§ What needs to be done
Could you transcribe every record below exactly, leaving out any pictures?

§ Exercise materials
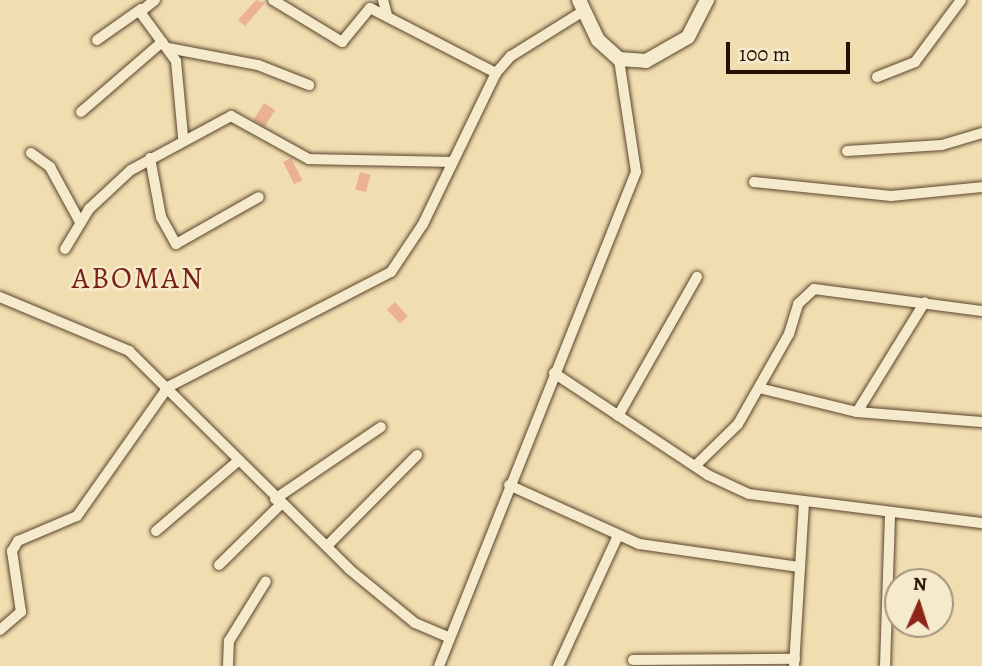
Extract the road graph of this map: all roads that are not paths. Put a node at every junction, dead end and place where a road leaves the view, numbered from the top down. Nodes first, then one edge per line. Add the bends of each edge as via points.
1 (155, 0) edge
2 (273, 0) edge
3 (383, 0) edge
4 (707, 0) edge
5 (961, 0) edge
6 (581, 6) edge
7 (141, 9) junction
8 (387, 15) junction
9 (97, 40) dead end
10 (165, 45) junction
11 (619, 59) junction
12 (496, 73) junction
13 (877, 77) dead end
14 (309, 85) dead end
15 (81, 112) dead end
16 (982, 133) edge
17 (183, 136) junction
18 (847, 152) dead end
19 (31, 153) dead end
20 (150, 158) junction
21 (450, 162) junction
22 (754, 182) dead end
23 (982, 187) edge
24 (259, 197) dead end
25 (80, 222) junction
26 (65, 249) dead end
27 (697, 277) dead end
28 (0, 297) edge
29 (925, 302) junction
30 (982, 311) edge
31 (554, 373) junction
32 (168, 387) junction
33 (759, 388) junction
34 (857, 412) junction
35 (618, 416) junction
36 (982, 422) edge
37 (380, 427) dead end
38 (417, 456) dead end
39 (239, 461) junction
40 (695, 466) junction
41 (509, 485) junction
42 (278, 501) junction
43 (804, 503) junction
44 (890, 515) junction
45 (982, 523) edge
46 (156, 531) dead end
47 (617, 538) junction
48 (327, 546) junction
49 (219, 565) dead end
50 (799, 567) junction
51 (266, 581) dead end
52 (0, 630) edge
53 (450, 638) junction
54 (633, 660) dead end
55 (794, 662) edge
56 (228, 666) edge
57 (439, 666) edge
58 (558, 666) edge
59 (885, 666) edge

1 - 7 street
2 - 8 street via 342,42 366,7
3 - 8 street
4 - 11 street via 688,37 671,51 646,61
5 - 13 street via 915,62
6 - 11 street
6 - 12 street via 511,56
7 - 9 street
7 - 10 street
8 - 12 street
10 - 14 street via 258,65
10 - 15 street
10 - 17 street via 176,61
11 - 31 street via 636,172
12 - 21 street
16 - 18 street via 942,145
17 - 20 street
17 - 21 street via 232,116 309,159
19 - 25 street via 50,167
20 - 24 street via 161,217 176,244
20 - 25 street
21 - 32 street via 423,224 391,272
22 - 23 street via 891,197
25 - 26 street
27 - 35 street
28 - 32 street via 115,342
29 - 30 street
29 - 33 street via 814,289 798,304
29 - 34 street
31 - 35 street
31 - 41 street
32 - 39 street
32 - 52 street via 77,516 15,545 21,612
33 - 34 street
33 - 40 street via 724,442
34 - 36 street
35 - 40 street
37 - 42 street
38 - 48 street
39 - 42 street
39 - 46 street
40 - 43 street via 749,494
41 - 47 street
41 - 53 street
42 - 48 street
42 - 49 street
43 - 44 street
43 - 50 street
44 - 45 street
44 - 59 street
47 - 50 street
47 - 58 street
48 - 53 street via 381,598
50 - 55 street
51 - 56 street via 229,641
53 - 57 street
54 - 55 street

§ Task solution
Extract the road graph of this map: all roads that are not paths. Put a node at every junction, dead end and place where a road leaves the view, numbered from the top down. Nodes first, then one edge per line. Add the bends of each edge as via points.
1 (155, 0) edge
2 (273, 0) edge
3 (383, 0) edge
4 (707, 0) edge
5 (961, 0) edge
6 (581, 6) edge
7 (141, 9) junction
8 (387, 15) junction
9 (97, 40) dead end
10 (165, 45) junction
11 (619, 59) junction
12 (496, 73) junction
13 (877, 77) dead end
14 (309, 85) dead end
15 (81, 112) dead end
16 (982, 133) edge
17 (183, 136) junction
18 (847, 152) dead end
19 (31, 153) dead end
20 (150, 158) junction
21 (450, 162) junction
22 (754, 182) dead end
23 (982, 187) edge
24 (259, 197) dead end
25 (80, 222) junction
26 (65, 249) dead end
27 (697, 277) dead end
28 (0, 297) edge
29 (925, 302) junction
30 (982, 311) edge
31 (554, 373) junction
32 (168, 387) junction
33 (759, 388) junction
34 (857, 412) junction
35 (618, 416) junction
36 (982, 422) edge
37 (380, 427) dead end
38 (417, 456) dead end
39 (239, 461) junction
40 (695, 466) junction
41 (509, 485) junction
42 (278, 501) junction
43 (804, 503) junction
44 (890, 515) junction
45 (982, 523) edge
46 (156, 531) dead end
47 (617, 538) junction
48 (327, 546) junction
49 (219, 565) dead end
50 (799, 567) junction
51 (266, 581) dead end
52 (0, 630) edge
53 (450, 638) junction
54 (633, 660) dead end
55 (794, 662) edge
56 (228, 666) edge
57 (439, 666) edge
58 (558, 666) edge
59 (885, 666) edge

1 - 7 street
2 - 8 street via 342,42 366,7
3 - 8 street
4 - 11 street via 688,37 671,51 646,61
5 - 13 street via 915,62
6 - 11 street
6 - 12 street via 511,56
7 - 9 street
7 - 10 street
8 - 12 street
10 - 14 street via 258,65
10 - 15 street
10 - 17 street via 176,61
11 - 31 street via 636,172
12 - 21 street
16 - 18 street via 942,145
17 - 20 street
17 - 21 street via 232,116 309,159
19 - 25 street via 50,167
20 - 24 street via 161,217 176,244
20 - 25 street
21 - 32 street via 423,224 391,272
22 - 23 street via 891,197
25 - 26 street
27 - 35 street
28 - 32 street via 115,342
29 - 30 street
29 - 33 street via 814,289 798,304
29 - 34 street
31 - 35 street
31 - 41 street
32 - 39 street
32 - 52 street via 77,516 15,545 21,612
33 - 34 street
33 - 40 street via 724,442
34 - 36 street
35 - 40 street
37 - 42 street
38 - 48 street
39 - 42 street
39 - 46 street
40 - 43 street via 749,494
41 - 47 street
41 - 53 street
42 - 48 street
42 - 49 street
43 - 44 street
43 - 50 street
44 - 45 street
44 - 59 street
47 - 50 street
47 - 58 street
48 - 53 street via 381,598
50 - 55 street
51 - 56 street via 229,641
53 - 57 street
54 - 55 street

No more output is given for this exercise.